## Task details
How many lines below contain the word "index"? Answer with that number alone.

## Dataset records
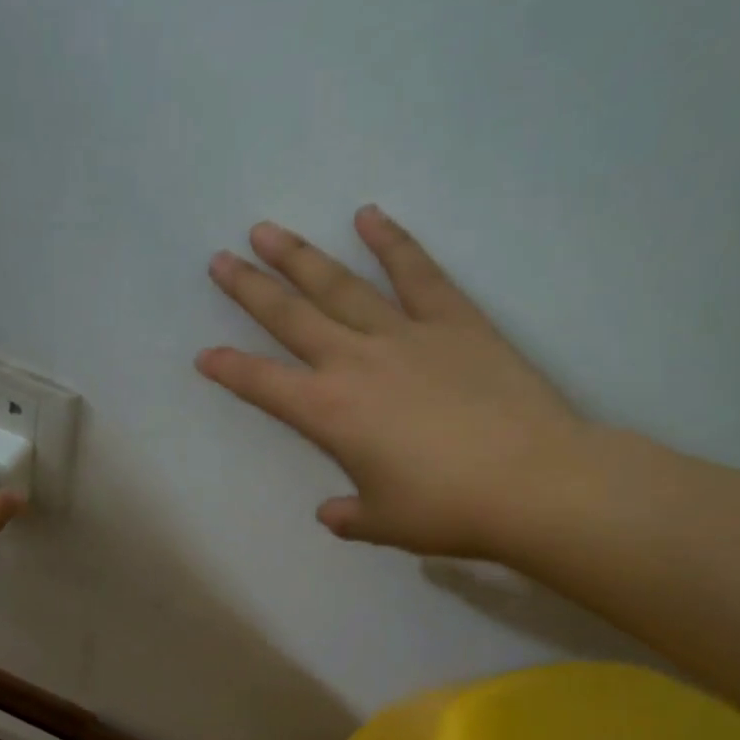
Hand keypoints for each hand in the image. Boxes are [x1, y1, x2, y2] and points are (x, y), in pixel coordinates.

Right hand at [198, 205, 589, 558]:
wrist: (534, 481)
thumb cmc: (447, 509)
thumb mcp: (384, 523)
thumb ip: (348, 514)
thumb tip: (332, 512)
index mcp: (329, 413)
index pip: (263, 384)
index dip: (229, 369)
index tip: (205, 354)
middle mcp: (356, 362)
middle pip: (291, 318)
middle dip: (250, 289)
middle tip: (221, 260)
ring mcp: (405, 334)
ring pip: (341, 285)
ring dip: (301, 257)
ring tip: (268, 231)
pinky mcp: (455, 320)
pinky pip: (417, 272)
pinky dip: (391, 242)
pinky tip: (368, 215)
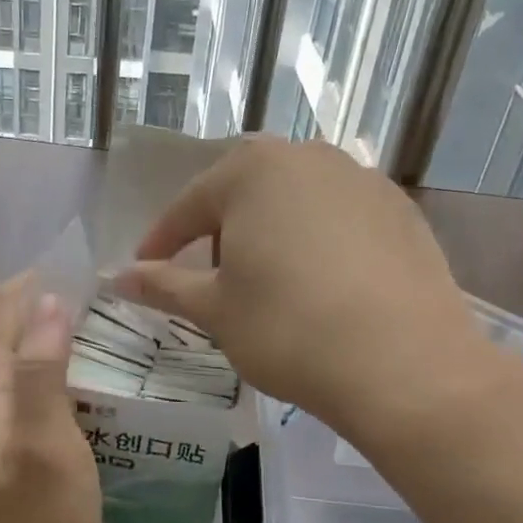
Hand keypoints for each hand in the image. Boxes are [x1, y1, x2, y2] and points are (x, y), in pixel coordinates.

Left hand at [0, 274, 101, 522]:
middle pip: (6, 331)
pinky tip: (81, 397)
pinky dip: (47, 381)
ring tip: (105, 348)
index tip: (90, 277)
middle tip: (111, 316)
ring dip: (51, 347)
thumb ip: (44, 369)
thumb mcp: (49, 446)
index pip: (1, 307)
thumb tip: (49, 303)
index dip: (39, 283)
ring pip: (13, 364)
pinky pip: (17, 395)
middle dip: (51, 312)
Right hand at [112, 137, 522, 447]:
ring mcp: (363, 180)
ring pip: (295, 201)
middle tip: (211, 279)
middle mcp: (309, 157)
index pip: (190, 205)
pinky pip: (340, 217)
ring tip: (269, 282)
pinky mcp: (402, 210)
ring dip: (270, 233)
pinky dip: (318, 242)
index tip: (144, 269)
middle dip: (220, 232)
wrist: (405, 365)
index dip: (162, 241)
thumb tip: (117, 277)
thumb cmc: (289, 329)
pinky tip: (323, 284)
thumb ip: (163, 285)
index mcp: (253, 170)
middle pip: (245, 193)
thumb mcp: (215, 309)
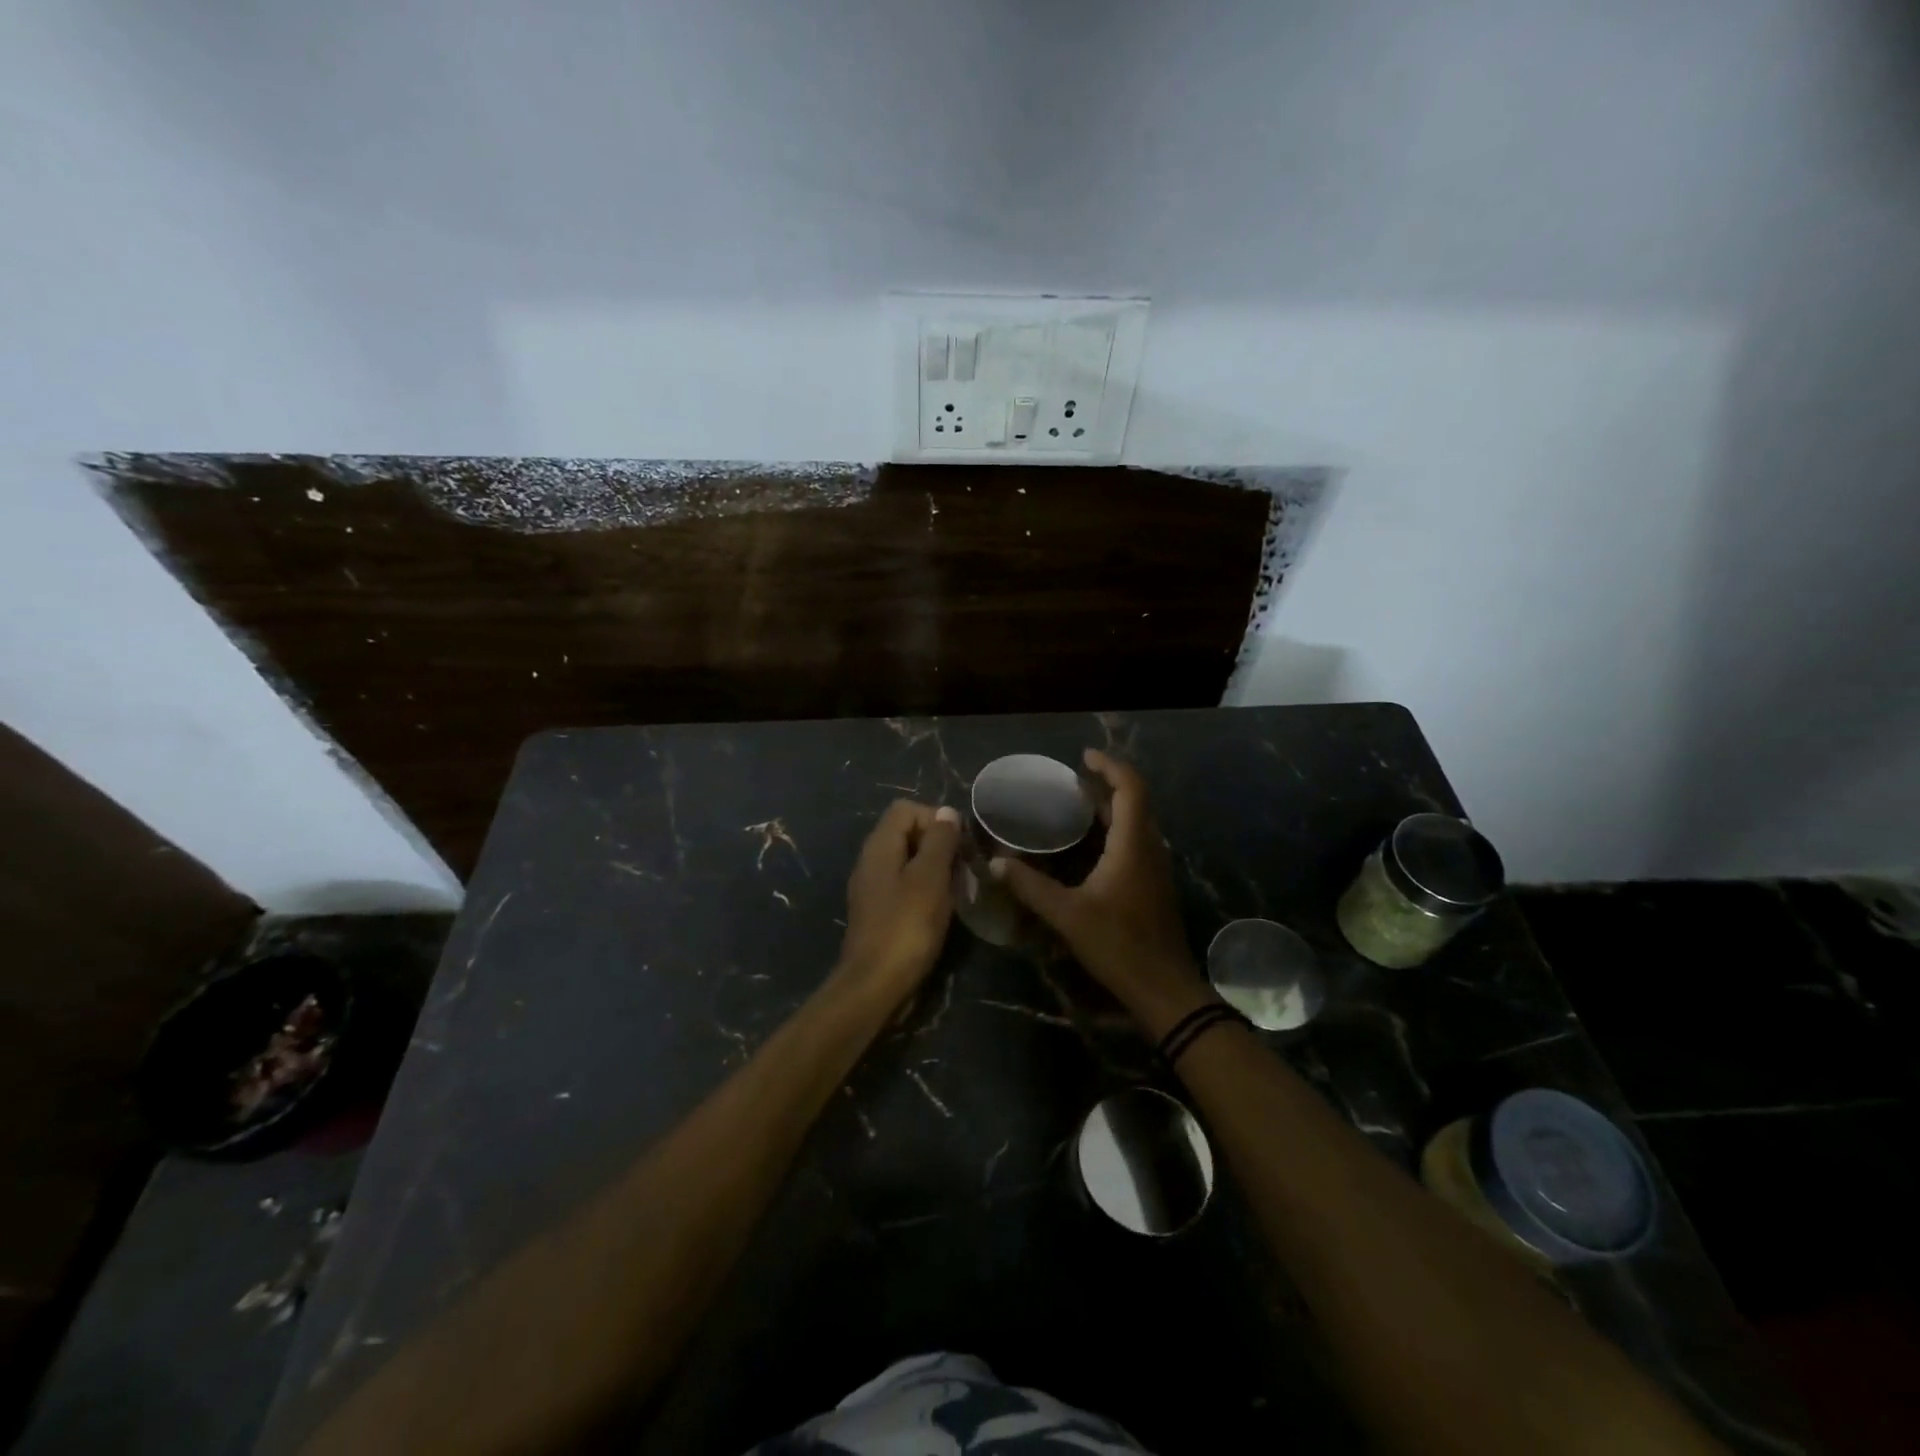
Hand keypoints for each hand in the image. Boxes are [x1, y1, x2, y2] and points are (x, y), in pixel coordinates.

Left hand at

## Reply to the exercise
11